Each line of the listing that contains the word "nodes" is to be copied.

◆ ◆ ◆ ◆ ◆ ◆ ◆

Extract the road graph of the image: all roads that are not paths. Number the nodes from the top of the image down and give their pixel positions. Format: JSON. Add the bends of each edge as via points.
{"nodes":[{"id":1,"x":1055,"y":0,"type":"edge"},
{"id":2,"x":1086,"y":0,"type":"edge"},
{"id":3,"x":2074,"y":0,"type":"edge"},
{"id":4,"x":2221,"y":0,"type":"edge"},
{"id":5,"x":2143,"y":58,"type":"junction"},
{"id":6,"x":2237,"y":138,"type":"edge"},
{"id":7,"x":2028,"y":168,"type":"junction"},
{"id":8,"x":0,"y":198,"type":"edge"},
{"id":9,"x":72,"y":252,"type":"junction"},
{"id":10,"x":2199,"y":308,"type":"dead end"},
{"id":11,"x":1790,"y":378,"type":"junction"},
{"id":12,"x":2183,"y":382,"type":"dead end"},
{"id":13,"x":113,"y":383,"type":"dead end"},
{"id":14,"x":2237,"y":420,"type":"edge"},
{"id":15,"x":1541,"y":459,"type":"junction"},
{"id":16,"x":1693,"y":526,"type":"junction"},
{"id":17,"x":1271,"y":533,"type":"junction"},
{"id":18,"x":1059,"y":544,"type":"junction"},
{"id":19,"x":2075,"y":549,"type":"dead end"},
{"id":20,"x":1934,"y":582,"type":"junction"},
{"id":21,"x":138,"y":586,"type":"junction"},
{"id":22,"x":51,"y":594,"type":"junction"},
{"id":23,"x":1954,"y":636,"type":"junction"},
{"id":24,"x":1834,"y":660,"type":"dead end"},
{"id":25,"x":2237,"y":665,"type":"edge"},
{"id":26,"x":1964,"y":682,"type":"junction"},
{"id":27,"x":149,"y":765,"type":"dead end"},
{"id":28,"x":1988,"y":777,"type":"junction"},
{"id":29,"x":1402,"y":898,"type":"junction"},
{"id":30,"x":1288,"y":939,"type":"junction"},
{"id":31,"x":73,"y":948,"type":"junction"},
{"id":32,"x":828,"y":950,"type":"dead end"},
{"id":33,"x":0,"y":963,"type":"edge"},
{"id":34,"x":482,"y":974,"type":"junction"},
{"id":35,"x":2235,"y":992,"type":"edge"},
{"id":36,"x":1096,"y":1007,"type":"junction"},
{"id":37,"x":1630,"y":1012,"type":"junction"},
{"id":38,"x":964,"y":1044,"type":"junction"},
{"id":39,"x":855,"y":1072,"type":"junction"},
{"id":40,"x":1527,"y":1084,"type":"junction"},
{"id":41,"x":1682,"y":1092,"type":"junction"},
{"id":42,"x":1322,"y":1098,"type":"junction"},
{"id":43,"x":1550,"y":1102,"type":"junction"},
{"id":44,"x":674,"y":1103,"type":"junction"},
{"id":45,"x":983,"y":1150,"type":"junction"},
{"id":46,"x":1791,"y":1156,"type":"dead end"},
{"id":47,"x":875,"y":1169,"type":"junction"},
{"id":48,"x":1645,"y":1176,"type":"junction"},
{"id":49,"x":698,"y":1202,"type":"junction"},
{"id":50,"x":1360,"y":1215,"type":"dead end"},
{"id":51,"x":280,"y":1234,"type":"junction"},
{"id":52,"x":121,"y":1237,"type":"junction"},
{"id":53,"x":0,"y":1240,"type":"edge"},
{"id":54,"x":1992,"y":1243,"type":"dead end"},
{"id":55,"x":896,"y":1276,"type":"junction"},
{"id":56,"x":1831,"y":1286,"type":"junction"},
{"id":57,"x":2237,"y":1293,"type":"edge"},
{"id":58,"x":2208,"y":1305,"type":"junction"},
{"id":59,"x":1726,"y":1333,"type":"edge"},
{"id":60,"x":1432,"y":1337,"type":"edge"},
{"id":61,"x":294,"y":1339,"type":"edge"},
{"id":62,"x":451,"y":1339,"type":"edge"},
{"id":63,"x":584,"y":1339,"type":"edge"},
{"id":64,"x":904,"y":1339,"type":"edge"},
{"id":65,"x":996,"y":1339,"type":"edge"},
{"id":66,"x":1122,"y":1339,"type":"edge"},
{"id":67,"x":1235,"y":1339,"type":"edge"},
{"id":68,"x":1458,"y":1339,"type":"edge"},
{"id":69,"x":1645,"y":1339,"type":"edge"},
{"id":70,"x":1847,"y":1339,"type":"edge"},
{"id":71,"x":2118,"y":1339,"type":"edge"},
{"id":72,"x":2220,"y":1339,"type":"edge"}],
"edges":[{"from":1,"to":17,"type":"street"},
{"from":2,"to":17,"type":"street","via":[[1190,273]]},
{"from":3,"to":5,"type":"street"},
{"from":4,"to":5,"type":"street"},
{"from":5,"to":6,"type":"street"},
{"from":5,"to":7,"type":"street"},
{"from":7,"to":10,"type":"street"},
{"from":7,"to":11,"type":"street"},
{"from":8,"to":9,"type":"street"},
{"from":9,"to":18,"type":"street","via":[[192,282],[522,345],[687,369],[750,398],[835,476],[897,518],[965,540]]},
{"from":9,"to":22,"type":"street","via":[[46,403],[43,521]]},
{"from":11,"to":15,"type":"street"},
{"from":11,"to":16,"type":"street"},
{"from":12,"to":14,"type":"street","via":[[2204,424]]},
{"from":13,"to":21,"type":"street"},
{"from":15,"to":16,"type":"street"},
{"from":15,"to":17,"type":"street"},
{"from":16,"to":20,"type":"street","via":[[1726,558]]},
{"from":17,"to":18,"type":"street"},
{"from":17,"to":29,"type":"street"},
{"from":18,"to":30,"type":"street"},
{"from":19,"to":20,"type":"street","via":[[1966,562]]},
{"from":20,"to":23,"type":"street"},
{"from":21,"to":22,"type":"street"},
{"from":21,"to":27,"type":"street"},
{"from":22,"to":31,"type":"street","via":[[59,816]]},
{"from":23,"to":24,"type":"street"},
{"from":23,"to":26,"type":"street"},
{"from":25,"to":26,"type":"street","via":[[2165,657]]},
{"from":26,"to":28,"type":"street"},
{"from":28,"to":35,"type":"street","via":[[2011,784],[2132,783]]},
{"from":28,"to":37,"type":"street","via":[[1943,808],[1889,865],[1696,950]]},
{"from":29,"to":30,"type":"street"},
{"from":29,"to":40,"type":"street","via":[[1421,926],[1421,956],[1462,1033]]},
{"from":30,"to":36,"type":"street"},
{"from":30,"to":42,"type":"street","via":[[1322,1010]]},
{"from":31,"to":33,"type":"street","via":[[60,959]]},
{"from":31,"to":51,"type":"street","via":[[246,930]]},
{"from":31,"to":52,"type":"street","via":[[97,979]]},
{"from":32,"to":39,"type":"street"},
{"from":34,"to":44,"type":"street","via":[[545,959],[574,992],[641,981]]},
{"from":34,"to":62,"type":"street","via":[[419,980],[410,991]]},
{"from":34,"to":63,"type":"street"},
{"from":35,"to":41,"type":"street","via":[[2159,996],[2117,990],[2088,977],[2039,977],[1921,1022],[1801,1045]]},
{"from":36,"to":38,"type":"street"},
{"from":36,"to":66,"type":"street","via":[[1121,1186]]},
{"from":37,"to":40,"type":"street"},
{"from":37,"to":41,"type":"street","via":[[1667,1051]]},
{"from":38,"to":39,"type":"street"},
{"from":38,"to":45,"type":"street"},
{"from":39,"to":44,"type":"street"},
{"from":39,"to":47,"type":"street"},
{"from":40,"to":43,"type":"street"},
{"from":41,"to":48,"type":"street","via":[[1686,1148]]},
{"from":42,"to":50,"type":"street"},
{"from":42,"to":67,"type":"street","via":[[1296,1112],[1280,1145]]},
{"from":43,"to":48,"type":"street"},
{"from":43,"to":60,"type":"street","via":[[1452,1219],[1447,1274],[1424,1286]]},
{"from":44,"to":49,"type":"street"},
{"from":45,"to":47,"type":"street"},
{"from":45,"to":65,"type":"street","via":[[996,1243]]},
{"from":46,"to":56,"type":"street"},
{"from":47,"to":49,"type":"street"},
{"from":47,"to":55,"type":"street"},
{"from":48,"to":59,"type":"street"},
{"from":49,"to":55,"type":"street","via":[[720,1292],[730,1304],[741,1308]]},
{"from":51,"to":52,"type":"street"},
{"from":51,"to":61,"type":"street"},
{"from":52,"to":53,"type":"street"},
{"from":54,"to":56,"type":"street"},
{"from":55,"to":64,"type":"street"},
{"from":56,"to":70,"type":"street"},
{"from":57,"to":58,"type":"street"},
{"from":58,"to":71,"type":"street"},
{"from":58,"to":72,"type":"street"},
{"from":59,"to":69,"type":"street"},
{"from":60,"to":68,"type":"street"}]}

◆ ◆ ◆ ◆ ◆ ◆ ◆

Answer for the task –
Extract the road graph of the image: all roads that are not paths. Number the nodes from the top of the image down and give their pixel positions. Format: JSON. Add the bends of each edge as via points.
{"nodes":[{"id":1,"x":1055,"y":0,"type":"edge"},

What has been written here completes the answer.